> ASSIGNED TASK
Return copies of the lines below that mention "ring".

> STORED DATA
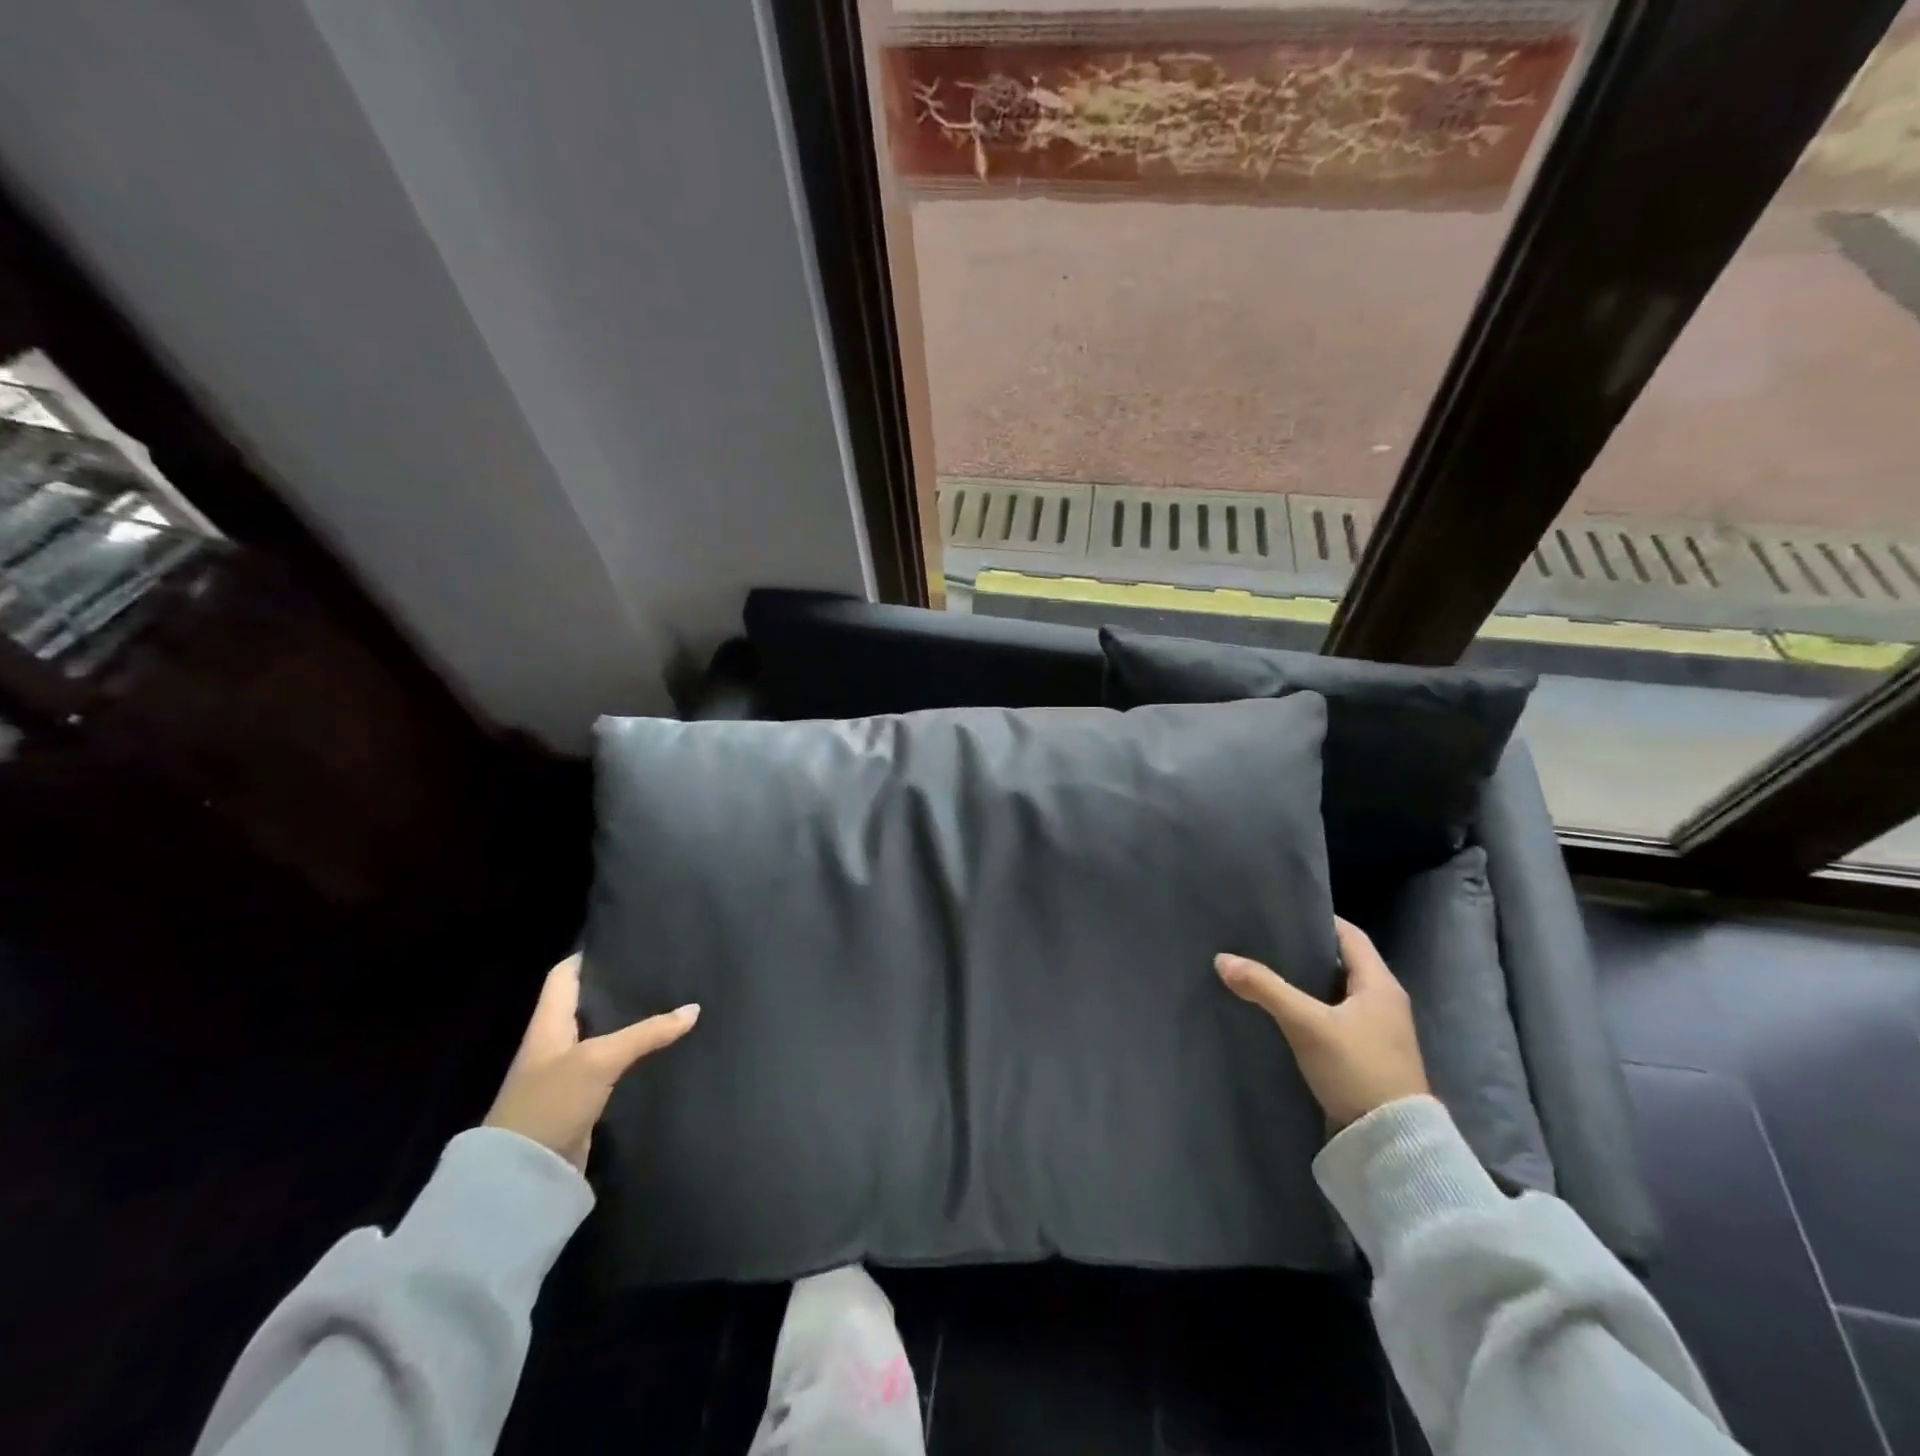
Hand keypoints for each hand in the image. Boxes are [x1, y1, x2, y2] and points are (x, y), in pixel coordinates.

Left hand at [484, 954, 699, 1170]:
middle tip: (658, 968)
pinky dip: (632, 1054)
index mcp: (548, 1023)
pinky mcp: (582, 1099)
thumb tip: (693, 1009)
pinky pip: (611, 1065)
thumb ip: (647, 1033)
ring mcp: (567, 1072)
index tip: (624, 939)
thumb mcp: (600, 1059)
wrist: (523, 1176)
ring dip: (628, 1021)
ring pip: (602, 1034)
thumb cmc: (551, 1101)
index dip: (588, 955)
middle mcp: (555, 1042)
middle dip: (617, 986)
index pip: (564, 975)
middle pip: (586, 1002)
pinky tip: (659, 1047)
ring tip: (668, 1000)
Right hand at [1215, 917, 1427, 1128]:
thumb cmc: (1357, 1069)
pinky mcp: (1367, 1057)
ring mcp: (1378, 1033)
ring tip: (1266, 974)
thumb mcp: (1306, 1024)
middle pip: (1342, 963)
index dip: (1319, 920)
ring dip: (1306, 984)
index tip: (1283, 913)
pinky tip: (1283, 1014)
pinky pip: (1335, 1020)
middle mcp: (1385, 1003)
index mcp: (1380, 984)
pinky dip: (1311, 1011)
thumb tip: (1222, 959)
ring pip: (1336, 994)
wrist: (1393, 1145)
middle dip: (1306, 952)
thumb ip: (1265, 988)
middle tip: (1265, 942)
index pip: (1350, 935)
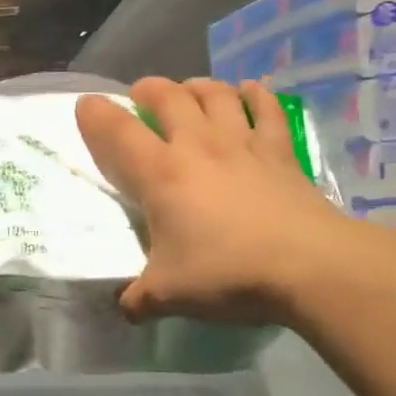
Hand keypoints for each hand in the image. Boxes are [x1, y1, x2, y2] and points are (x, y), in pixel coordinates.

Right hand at [76, 77, 357, 324]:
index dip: (96, 114)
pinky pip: (267, 109)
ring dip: (197, 86)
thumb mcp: (168, 294)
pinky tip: (250, 91)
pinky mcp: (280, 151)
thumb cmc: (228, 272)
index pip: (118, 132)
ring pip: (216, 94)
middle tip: (141, 95)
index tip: (86, 105)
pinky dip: (255, 95)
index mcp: (161, 174)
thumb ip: (138, 299)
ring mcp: (243, 143)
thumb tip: (124, 309)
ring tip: (189, 90)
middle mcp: (198, 146)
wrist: (309, 266)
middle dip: (149, 89)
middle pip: (168, 97)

> RESPONSE
ring mcp: (567, 1072)
ring dip: (628, 1021)
ring pip: (602, 1034)
ring tip: (668, 1000)
ring mcp: (1378, 1033)
ring tip: (1266, 974)
ring dip: (1306, 984)
ring pip: (1336, 994)
ring dip: (197, 86)
ring pip: (216, 94)
ring mcp: (243, 143)
ring tip: (189, 90)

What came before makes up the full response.